[Collected data]
--------------------------------

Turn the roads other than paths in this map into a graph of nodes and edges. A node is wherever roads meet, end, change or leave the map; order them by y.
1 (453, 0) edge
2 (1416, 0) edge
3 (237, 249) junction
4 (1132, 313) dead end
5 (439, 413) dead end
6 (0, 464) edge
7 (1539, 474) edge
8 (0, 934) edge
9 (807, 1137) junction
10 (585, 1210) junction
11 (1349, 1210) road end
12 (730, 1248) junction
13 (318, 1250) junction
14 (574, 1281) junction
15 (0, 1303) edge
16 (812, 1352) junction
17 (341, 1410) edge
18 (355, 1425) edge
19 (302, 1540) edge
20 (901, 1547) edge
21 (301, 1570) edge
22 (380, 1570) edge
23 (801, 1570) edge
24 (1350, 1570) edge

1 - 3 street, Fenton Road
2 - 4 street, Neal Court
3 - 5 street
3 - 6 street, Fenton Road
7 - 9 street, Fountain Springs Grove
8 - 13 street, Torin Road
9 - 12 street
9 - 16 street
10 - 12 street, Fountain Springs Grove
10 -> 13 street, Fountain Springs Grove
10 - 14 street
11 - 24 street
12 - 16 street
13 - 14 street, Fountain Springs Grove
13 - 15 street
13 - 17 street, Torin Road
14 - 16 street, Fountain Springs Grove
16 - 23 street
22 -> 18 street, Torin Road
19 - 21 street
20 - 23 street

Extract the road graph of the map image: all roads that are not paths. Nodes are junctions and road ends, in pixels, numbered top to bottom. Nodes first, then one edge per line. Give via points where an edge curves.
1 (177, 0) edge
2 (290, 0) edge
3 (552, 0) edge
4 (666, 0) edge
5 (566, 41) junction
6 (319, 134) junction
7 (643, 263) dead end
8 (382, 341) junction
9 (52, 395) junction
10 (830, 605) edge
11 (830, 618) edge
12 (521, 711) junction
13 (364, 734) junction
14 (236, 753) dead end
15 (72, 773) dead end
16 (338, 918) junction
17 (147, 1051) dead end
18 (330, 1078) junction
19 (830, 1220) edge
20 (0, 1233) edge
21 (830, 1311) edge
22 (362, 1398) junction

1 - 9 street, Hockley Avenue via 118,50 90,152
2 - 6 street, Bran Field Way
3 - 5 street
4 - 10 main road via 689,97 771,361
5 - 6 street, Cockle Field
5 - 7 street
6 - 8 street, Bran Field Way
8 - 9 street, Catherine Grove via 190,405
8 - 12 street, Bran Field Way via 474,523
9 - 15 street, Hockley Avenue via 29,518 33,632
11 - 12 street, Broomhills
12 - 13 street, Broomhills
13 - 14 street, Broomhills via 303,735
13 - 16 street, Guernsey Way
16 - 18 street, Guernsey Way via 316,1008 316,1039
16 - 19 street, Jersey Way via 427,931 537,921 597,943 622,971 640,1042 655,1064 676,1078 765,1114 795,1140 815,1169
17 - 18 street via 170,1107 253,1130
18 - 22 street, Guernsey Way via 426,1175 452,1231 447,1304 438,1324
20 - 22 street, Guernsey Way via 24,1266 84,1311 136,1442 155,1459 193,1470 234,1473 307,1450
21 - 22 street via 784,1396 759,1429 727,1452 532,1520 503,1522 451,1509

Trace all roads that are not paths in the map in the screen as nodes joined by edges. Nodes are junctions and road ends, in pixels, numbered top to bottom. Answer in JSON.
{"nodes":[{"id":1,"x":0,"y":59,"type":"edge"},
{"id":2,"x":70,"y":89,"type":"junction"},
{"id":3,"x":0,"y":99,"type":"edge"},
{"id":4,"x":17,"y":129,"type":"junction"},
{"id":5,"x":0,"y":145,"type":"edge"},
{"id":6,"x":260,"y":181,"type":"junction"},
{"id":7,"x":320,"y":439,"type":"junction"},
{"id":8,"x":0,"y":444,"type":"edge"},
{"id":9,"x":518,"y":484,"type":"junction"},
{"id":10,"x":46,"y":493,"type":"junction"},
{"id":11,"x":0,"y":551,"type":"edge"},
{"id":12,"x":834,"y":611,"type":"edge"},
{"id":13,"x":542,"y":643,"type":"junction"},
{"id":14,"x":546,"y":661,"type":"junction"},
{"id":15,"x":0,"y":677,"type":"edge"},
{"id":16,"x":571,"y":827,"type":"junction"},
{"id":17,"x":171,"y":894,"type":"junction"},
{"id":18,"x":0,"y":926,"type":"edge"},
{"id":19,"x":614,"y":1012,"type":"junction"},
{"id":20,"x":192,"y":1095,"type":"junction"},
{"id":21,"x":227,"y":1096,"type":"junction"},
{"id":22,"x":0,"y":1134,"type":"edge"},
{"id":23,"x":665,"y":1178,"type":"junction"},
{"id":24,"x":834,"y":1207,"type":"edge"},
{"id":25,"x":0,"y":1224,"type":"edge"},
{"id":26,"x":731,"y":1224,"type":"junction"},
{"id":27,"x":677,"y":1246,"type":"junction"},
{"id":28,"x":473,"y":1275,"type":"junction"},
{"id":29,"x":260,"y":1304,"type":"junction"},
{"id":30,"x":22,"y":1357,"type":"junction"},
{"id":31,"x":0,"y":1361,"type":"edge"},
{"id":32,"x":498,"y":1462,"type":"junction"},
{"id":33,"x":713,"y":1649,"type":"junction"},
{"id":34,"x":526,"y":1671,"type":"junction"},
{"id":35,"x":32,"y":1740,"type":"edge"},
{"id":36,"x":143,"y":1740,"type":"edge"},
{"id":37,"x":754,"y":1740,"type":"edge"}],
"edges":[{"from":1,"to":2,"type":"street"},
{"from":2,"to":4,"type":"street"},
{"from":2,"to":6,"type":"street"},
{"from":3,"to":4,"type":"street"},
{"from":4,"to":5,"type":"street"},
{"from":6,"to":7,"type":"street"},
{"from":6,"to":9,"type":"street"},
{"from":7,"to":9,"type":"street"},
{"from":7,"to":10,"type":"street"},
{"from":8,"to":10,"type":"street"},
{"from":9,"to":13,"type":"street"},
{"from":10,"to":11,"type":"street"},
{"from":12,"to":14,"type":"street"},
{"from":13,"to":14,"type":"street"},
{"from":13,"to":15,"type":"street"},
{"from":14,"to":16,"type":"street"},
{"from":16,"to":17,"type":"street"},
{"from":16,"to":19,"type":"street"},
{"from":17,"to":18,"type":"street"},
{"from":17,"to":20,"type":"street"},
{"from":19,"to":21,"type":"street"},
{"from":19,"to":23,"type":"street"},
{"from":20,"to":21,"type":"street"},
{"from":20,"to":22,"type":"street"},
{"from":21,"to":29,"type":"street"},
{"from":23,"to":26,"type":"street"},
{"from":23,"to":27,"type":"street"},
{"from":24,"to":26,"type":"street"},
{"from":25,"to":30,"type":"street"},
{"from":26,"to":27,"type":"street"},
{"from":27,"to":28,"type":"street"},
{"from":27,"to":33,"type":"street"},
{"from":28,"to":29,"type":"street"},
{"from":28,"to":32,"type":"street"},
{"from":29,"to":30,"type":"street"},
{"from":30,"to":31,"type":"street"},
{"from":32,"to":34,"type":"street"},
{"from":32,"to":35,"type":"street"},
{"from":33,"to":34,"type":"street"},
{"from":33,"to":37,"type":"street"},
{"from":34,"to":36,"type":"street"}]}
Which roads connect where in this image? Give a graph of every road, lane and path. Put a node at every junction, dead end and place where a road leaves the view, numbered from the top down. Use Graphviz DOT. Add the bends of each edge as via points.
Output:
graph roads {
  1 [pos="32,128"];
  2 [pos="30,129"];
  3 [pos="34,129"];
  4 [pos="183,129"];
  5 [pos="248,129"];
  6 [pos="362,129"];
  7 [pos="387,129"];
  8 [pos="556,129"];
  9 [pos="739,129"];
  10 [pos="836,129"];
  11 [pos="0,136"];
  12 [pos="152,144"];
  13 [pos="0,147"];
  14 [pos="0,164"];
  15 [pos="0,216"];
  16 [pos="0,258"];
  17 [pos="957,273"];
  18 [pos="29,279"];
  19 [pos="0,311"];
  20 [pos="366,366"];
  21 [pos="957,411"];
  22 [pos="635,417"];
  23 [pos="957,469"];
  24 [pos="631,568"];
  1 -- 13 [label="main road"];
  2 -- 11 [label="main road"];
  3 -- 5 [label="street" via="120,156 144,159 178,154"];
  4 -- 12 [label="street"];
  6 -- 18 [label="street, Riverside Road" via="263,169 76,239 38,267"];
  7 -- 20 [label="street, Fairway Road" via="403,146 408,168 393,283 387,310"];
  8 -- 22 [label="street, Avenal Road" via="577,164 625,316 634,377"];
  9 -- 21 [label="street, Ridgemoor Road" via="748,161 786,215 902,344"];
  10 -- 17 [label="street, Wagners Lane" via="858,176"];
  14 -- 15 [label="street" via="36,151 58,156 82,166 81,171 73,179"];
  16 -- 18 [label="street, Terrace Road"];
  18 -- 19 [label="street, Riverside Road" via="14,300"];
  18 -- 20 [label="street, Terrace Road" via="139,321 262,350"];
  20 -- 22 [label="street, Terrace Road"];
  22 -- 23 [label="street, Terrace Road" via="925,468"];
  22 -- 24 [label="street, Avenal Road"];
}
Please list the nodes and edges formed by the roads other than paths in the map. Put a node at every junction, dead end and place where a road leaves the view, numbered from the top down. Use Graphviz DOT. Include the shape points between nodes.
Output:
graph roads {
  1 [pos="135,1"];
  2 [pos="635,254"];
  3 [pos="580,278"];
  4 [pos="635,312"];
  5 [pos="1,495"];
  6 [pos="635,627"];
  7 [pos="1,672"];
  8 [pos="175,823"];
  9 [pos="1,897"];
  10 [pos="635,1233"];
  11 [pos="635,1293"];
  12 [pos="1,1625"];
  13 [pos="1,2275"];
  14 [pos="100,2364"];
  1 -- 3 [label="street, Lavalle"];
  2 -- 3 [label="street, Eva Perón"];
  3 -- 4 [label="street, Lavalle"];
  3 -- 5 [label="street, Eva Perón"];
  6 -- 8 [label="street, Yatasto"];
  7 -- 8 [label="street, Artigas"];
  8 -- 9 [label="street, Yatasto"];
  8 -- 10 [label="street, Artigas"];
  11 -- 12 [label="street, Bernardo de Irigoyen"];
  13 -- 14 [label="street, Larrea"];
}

--------------------------------

• Aim of the exercise
Copy all lines above where "Fountain" is present.

• Result below
7 - 9 street, Fountain Springs Grove
10 - 12 street, Fountain Springs Grove
10 -> 13 street, Fountain Springs Grove
13 - 14 street, Fountain Springs Grove
14 - 16 street, Fountain Springs Grove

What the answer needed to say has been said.